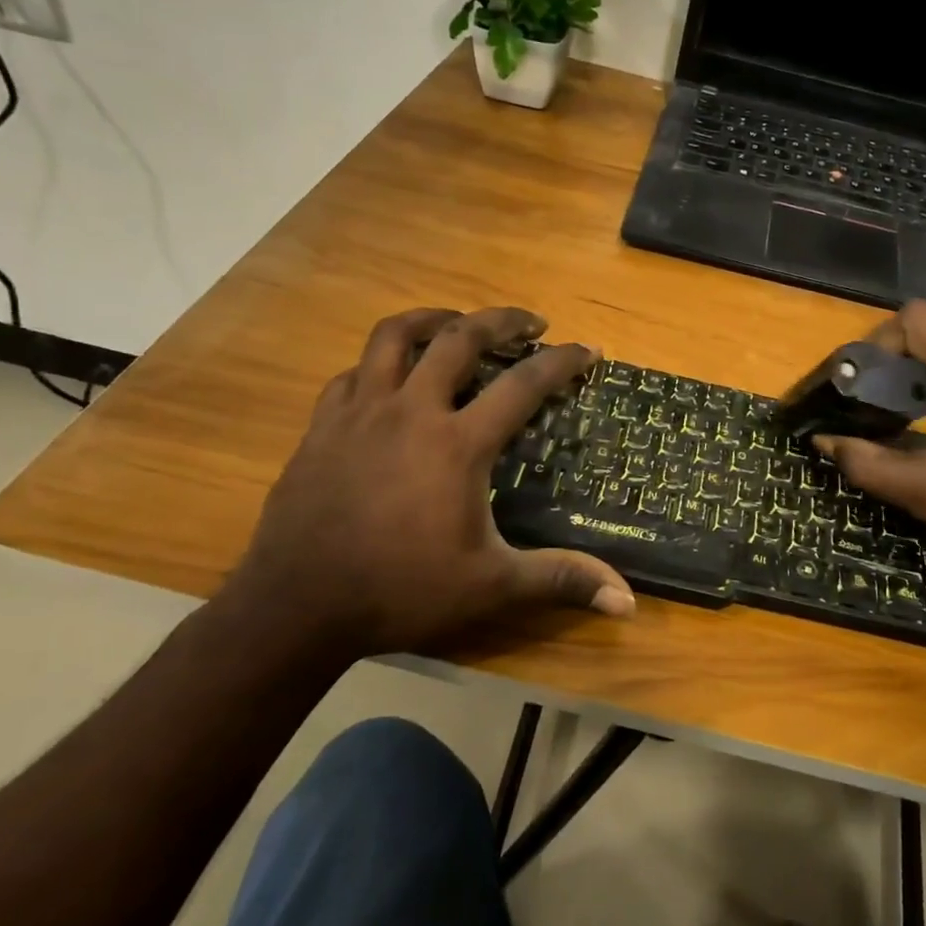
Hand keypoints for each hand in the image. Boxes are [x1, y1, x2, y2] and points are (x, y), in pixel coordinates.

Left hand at [228, 306, 634, 655]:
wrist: (297, 606)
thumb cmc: (401, 591)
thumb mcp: (491, 587)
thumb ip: (560, 580)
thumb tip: (628, 603)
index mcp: (457, 443)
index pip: (523, 384)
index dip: (562, 362)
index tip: (588, 350)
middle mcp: (411, 410)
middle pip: (460, 337)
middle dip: (502, 320)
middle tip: (530, 322)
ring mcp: (360, 412)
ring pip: (394, 336)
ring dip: (434, 319)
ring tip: (457, 322)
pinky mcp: (322, 425)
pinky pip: (353, 372)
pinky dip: (380, 363)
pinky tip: (390, 378)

────

### Problem to work on
Where does the string "middle" appear in the records? Copy every line that holds it.

### Solution to this exercise
middle mcp: (411, 410)
middle pip: (460, 337)
middle dip: (502, 320)
middle tip: (530, 322)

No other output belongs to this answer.